* **Instructions for the task**
Wherever a line of the records contains "roads", copy that line.

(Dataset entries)
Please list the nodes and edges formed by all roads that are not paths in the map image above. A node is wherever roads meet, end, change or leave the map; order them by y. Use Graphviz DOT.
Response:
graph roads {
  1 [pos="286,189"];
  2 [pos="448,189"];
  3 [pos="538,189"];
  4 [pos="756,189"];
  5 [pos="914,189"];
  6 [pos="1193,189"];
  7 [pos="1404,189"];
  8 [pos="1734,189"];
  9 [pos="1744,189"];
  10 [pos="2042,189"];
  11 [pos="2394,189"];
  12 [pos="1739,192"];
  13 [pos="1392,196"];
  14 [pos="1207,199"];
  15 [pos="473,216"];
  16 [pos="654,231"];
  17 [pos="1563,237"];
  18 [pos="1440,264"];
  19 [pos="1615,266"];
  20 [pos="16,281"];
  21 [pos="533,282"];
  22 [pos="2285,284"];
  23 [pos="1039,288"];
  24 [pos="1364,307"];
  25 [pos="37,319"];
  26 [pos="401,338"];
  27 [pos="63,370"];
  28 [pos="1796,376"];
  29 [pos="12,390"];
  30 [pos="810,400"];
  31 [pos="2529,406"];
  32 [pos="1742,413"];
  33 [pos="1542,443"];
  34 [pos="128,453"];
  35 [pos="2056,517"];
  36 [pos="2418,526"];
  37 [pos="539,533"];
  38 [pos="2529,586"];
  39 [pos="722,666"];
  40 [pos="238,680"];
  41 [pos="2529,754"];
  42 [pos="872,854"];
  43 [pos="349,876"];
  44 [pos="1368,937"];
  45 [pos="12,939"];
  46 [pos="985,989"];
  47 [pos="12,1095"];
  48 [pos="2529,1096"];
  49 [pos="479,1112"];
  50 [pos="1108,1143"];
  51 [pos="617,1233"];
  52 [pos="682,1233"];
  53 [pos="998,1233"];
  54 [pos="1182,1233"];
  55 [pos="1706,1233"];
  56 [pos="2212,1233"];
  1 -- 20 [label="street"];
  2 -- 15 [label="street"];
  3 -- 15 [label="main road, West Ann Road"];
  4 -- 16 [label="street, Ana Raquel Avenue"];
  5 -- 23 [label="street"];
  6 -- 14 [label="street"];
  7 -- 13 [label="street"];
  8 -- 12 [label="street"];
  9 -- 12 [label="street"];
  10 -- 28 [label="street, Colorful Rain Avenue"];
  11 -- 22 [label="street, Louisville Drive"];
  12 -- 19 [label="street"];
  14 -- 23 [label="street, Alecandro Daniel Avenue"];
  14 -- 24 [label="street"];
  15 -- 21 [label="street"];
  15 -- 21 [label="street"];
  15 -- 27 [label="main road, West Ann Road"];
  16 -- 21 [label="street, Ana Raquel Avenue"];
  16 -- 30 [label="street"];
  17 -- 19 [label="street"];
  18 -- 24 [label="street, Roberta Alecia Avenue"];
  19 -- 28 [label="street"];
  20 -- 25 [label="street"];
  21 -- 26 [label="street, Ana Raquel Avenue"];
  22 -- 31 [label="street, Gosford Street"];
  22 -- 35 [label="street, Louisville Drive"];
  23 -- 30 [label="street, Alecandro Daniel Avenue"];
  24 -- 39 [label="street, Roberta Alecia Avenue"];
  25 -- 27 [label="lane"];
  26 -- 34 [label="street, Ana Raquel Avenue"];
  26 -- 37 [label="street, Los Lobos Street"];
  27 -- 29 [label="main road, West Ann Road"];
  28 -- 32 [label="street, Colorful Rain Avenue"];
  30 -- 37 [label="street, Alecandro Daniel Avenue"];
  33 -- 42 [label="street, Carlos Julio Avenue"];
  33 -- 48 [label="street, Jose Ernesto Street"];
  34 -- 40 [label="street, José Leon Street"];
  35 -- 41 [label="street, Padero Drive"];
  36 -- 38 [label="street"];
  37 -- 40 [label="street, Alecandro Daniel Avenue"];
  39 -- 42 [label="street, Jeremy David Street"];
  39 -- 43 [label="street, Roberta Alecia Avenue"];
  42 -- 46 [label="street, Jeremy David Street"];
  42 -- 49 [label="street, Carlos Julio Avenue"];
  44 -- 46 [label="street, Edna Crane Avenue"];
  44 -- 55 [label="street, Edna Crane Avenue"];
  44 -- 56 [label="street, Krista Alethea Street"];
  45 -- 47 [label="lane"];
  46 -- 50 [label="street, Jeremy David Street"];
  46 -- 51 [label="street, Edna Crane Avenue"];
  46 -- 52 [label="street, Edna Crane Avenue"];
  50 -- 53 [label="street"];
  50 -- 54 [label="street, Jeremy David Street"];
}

* **Your response**
Please list the nodes and edges formed by all roads that are not paths in the map image above. A node is wherever roads meet, end, change or leave the map; order them by y. Use Graphviz DOT.
graph roads {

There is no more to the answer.